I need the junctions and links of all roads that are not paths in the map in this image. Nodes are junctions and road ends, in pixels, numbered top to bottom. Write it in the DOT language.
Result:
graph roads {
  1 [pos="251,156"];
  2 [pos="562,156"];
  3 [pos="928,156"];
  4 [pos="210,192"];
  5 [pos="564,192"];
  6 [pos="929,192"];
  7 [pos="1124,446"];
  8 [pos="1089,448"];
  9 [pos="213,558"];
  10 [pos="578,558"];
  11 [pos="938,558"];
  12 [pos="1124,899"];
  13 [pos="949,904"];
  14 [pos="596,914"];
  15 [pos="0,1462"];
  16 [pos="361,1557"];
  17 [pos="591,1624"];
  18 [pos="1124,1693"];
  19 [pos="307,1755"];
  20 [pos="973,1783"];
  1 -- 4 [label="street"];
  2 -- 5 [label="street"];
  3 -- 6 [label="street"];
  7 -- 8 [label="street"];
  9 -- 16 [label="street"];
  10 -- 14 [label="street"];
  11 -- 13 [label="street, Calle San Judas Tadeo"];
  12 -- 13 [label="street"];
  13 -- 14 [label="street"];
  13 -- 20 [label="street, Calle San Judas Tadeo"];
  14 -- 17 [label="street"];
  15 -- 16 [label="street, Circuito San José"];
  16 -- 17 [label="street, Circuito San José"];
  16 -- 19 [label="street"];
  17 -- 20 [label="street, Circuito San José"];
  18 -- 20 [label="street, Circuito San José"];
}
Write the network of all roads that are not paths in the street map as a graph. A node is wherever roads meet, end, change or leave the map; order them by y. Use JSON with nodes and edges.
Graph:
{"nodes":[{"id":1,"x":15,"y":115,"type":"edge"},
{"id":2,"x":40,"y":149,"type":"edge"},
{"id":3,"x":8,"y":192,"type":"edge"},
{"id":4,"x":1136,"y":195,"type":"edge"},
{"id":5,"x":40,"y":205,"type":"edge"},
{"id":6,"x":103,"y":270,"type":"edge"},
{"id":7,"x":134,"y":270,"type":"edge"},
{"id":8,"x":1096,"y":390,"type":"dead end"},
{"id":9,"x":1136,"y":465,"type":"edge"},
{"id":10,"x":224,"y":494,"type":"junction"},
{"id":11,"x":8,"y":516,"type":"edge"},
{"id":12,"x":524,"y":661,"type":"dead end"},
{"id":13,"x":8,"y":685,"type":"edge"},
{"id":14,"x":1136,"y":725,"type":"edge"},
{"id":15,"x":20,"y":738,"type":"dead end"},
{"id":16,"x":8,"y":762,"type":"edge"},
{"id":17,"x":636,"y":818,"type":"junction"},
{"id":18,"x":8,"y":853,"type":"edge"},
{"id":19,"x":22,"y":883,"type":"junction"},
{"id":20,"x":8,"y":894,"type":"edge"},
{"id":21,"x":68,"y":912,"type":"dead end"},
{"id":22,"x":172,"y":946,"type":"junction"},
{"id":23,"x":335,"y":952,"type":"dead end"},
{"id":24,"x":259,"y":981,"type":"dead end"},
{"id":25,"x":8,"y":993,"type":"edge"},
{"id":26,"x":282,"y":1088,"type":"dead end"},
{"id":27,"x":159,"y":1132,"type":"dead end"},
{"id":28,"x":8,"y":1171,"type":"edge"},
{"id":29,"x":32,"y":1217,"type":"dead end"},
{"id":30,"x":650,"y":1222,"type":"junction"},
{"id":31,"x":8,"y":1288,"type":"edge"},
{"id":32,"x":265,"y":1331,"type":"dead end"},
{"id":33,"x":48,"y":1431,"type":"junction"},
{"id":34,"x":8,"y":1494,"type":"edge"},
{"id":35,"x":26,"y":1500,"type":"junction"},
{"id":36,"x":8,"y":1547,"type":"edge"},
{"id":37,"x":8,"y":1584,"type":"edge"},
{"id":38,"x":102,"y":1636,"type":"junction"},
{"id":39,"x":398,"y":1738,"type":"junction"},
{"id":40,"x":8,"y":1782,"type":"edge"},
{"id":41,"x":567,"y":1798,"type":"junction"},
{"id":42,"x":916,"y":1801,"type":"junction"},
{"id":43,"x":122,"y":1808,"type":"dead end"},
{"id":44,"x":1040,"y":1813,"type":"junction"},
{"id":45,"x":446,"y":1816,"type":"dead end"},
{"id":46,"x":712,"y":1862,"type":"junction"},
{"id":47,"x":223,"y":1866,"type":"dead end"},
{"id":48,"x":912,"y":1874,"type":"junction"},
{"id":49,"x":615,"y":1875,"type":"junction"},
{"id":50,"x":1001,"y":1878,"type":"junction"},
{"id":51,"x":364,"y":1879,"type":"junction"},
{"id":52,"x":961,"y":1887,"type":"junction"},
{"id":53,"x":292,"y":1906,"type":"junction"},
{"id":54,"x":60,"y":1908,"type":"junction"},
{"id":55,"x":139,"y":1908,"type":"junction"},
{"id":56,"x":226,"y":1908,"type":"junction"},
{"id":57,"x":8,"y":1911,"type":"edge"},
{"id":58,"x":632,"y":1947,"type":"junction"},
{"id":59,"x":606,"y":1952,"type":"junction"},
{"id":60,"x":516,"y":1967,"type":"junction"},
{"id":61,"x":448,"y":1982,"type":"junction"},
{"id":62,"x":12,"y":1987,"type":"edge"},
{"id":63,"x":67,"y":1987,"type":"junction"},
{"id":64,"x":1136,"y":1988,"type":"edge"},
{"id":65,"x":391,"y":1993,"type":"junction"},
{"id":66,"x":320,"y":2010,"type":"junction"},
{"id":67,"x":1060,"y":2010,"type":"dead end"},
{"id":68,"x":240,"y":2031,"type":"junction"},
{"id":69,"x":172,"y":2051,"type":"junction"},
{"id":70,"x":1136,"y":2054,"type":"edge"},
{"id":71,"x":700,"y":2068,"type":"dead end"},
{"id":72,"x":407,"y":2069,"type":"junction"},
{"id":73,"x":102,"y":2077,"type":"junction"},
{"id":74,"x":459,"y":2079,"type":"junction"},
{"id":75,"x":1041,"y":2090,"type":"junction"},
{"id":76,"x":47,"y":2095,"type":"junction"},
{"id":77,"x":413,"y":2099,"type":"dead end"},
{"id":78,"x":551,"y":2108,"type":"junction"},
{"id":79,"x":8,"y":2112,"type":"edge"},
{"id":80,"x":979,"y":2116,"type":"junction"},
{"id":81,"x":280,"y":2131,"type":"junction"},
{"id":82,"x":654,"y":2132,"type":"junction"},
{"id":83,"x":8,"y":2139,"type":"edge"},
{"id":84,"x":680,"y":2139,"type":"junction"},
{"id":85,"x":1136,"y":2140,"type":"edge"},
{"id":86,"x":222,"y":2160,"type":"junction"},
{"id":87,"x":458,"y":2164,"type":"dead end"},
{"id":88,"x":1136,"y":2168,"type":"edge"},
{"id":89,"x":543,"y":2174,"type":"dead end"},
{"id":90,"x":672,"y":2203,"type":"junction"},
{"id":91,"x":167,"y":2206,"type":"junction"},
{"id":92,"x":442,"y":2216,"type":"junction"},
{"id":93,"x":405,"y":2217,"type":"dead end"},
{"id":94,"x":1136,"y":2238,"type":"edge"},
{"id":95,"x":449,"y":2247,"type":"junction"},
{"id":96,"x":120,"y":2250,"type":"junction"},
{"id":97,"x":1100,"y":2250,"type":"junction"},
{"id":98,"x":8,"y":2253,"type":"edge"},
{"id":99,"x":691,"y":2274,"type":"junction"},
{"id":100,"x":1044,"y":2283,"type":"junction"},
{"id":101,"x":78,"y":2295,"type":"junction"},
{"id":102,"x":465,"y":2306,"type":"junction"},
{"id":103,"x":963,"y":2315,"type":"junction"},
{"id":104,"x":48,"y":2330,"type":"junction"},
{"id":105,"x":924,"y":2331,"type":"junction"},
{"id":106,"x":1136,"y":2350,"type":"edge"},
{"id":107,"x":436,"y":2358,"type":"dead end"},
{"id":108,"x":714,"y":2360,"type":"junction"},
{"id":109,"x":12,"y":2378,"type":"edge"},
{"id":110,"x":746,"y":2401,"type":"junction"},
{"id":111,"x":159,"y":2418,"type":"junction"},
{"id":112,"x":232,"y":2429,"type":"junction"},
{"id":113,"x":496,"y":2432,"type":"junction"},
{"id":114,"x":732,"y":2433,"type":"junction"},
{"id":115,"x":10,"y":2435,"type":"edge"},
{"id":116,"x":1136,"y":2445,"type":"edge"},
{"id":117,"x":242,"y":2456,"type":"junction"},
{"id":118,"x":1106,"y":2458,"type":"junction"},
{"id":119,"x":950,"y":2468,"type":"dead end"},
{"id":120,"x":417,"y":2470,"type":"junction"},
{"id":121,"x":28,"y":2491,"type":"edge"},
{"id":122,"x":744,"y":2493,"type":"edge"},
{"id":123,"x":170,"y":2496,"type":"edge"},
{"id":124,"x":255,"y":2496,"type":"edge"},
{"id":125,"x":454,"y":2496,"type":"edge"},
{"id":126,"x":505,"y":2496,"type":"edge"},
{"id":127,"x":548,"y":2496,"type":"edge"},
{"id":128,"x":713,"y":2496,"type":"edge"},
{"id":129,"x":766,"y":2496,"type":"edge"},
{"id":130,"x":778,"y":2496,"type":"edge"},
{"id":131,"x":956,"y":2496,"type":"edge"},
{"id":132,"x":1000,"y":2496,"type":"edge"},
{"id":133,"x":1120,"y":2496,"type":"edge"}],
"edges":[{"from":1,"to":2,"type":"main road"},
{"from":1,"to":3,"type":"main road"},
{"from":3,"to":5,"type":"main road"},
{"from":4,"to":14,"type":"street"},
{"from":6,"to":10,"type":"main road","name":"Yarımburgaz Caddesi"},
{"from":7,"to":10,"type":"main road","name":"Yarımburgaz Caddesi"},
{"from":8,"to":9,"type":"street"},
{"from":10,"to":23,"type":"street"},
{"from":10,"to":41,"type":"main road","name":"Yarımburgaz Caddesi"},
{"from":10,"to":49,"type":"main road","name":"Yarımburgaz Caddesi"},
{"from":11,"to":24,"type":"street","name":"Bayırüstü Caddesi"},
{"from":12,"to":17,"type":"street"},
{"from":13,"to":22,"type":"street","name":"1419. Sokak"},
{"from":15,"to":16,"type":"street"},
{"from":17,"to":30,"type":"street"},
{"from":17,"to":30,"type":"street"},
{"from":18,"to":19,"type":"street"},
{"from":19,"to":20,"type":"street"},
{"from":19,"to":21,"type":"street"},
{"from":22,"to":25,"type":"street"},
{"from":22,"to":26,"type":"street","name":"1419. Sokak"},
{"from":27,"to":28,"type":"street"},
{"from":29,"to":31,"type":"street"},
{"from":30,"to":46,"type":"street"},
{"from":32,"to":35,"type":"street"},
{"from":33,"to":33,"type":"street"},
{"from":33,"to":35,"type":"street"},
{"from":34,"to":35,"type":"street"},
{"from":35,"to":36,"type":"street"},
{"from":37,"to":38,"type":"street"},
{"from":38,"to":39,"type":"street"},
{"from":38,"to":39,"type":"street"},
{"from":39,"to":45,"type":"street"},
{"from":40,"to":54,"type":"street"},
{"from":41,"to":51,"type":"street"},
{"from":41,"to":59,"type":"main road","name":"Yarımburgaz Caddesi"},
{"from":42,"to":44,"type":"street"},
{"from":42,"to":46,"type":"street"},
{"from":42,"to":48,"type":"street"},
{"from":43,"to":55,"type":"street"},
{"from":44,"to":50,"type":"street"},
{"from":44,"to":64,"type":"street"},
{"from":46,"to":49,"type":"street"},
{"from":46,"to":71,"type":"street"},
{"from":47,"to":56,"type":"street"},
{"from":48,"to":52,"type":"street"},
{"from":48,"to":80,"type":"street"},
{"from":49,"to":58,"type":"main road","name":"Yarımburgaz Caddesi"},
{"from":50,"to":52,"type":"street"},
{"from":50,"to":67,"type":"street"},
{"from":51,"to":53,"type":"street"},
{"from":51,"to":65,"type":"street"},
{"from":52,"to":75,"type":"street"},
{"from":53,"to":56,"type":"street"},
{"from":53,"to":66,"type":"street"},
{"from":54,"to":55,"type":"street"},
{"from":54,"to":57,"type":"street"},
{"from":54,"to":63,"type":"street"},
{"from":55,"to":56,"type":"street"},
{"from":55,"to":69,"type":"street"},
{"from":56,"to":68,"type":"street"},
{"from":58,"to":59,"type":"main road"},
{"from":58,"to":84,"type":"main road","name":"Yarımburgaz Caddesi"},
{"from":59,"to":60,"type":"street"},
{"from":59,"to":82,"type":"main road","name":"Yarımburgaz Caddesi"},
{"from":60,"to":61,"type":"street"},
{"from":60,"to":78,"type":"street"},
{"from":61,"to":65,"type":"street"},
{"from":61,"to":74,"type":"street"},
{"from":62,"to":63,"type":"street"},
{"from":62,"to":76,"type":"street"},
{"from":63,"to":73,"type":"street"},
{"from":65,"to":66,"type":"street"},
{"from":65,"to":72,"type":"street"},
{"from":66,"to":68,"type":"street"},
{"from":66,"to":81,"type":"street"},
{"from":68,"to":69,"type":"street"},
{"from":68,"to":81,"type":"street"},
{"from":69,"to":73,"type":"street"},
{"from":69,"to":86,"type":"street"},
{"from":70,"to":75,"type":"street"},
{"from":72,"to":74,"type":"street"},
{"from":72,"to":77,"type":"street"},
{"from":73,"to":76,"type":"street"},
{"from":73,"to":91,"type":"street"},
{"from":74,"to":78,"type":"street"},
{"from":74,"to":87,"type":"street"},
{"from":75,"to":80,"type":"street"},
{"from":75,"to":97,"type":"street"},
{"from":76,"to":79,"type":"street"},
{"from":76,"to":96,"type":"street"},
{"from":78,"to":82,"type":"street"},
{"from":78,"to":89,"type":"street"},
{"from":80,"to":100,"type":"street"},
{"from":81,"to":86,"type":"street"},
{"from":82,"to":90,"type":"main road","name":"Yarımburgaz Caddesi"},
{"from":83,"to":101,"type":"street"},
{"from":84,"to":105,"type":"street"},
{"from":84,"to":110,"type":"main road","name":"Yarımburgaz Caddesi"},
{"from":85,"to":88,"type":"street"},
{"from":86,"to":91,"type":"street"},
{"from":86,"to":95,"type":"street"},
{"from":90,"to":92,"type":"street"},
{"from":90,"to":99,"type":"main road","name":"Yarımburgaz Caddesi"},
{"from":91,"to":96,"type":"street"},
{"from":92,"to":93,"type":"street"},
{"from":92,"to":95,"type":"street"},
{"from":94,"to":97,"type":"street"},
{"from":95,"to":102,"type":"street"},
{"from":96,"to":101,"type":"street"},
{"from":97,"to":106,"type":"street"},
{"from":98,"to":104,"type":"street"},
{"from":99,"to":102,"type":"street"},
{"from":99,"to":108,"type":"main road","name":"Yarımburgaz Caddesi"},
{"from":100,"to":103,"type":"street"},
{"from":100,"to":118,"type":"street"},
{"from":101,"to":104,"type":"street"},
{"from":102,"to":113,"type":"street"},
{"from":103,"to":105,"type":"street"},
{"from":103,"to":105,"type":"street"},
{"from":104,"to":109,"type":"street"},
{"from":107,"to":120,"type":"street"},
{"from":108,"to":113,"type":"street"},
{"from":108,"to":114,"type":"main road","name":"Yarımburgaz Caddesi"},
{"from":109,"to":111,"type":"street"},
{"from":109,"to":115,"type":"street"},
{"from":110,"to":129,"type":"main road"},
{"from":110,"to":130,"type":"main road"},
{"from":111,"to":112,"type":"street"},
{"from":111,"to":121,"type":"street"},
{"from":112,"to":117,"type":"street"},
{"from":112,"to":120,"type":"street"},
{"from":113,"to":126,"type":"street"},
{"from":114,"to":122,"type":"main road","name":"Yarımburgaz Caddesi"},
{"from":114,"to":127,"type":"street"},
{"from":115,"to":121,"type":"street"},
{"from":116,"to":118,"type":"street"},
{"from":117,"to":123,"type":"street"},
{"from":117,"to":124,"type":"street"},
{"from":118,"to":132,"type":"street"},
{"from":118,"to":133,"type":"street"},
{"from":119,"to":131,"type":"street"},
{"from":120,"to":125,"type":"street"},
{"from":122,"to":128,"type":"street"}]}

==============================

_About this task_
Find all the lines with "edges" in the data and copy them.

_Problem solution_
Write the network of all roads that are not paths in the street map as a graph. A node is wherever roads meet, end, change or leave the map; order them by y. Use JSON with nodes and edges.
"edges":[{"from":1,"to":2,"type":"main road"},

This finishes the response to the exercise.